> **WHAT YOU HAVE TO DO**: Search the entries below for "tunnel". Report each line where it occurs.

** Opening RECORDS TO USE block **

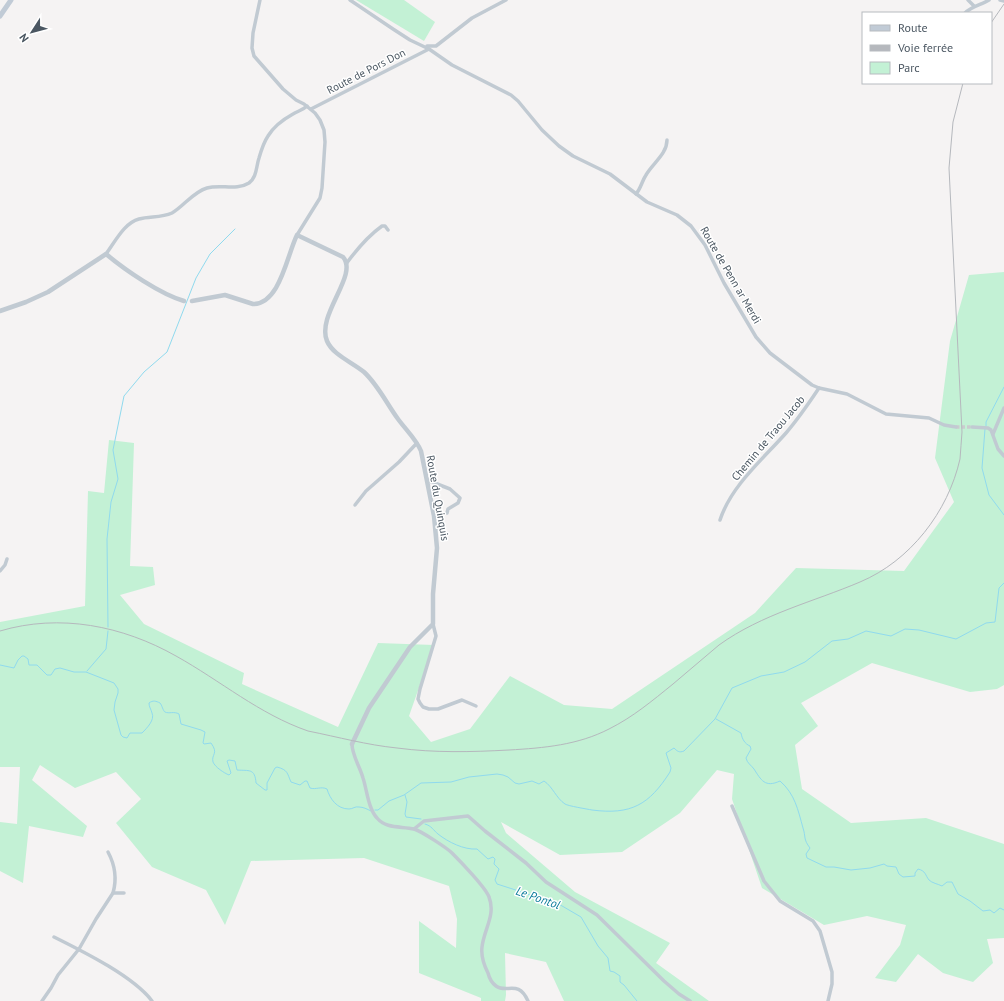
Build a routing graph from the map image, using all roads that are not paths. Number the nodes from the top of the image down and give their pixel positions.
1 (11, 0) edge
2 (260, 0) edge
3 (350, 0) edge
4 (506, 0) edge
5 (968, 0) edge
6 (989, 0) edge
7 (1000, 0) edge
8 (1004, 1) edge
9 (974, 6) junction
10 (966, 12) edge
11 (0, 16) edge
12 (424, 46) junction
13 (429, 49) junction
14 (307, 106) junction
15 (311, 109) junction
16 (667, 140) dead end
17 (636, 194) junction
18 (388, 230) dead end
19 (297, 235) junction
20 (106, 254) junction
21 (346, 264) junction
22 (184, 301) joint
23 (192, 301) joint
24 (0, 311) edge
25 (819, 388) junction
26 (1004, 408) edge
27 (956, 427) tunnel mouth
28 (972, 427) tunnel mouth
29 (992, 432) junction
30 (417, 443) junction
31 (1004, 456) edge
32 (427, 480) junction
33 (355, 505) dead end
34 (447, 513) dead end
35 (720, 520) dead end
36 (7, 559) dead end
37 (0, 571) edge
38 (433, 624) junction
39 (476, 706) dead end
40 (352, 744) joint
41 (732, 806) dead end
42 (414, 829) junction
43 (108, 852) dead end
44 (113, 893) junction
45 (124, 893) dead end
46 (54, 937) dead end
47 (80, 949) junction
48 (42, 1001) edge
49 (152, 1001) edge
50 (528, 1001) edge
51 (690, 1001) edge
52 (828, 1001) edge

1 - 11 main road
2 - 14 street
3 - 12 street, Route de Penn ar Merdi
4 - 12 street
5 - 9 street
6 - 9 street
7 - 8 street
9 - 10 street
12 - 13 street, Route de Penn ar Merdi
13 - 15 street, Route de Pors Don
13 - 17 street, Route de Penn ar Merdi
14 - 15 street
14 - 20 street
15 - 19 street
16 - 17 street
17 - 25 street, Route de Penn ar Merdi
18 - 21 street
19 - 21 street
19 - 23 street
20 - 22 street
20 - 24 street
21 - 30 street, Route du Quinquis
22 - 23 street
25 - 27 street, Route de Penn ar Merdi
25 - 35 street, Chemin de Traou Jacob
26 - 29 street
28 - 29 street
29 - 31 street
30 - 32 street, Route du Quinquis
30 - 33 street
32 - 34 street
32 - 38 street, Route du Quinquis
36 - 37 street
38 - 39 street
38 - 40 street
40 - 42 street
41 - 52 street
42 - 50 street
42 - 51 street
43 - 44 street
44 - 45 street
44 - 47 street
46 - 47 street
47 - 48 street
47 - 49 street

** Closing RECORDS TO USE block **

> **PROBLEM SOLUTION**:
27 (956, 427) tunnel mouth
28 (972, 427) tunnel mouth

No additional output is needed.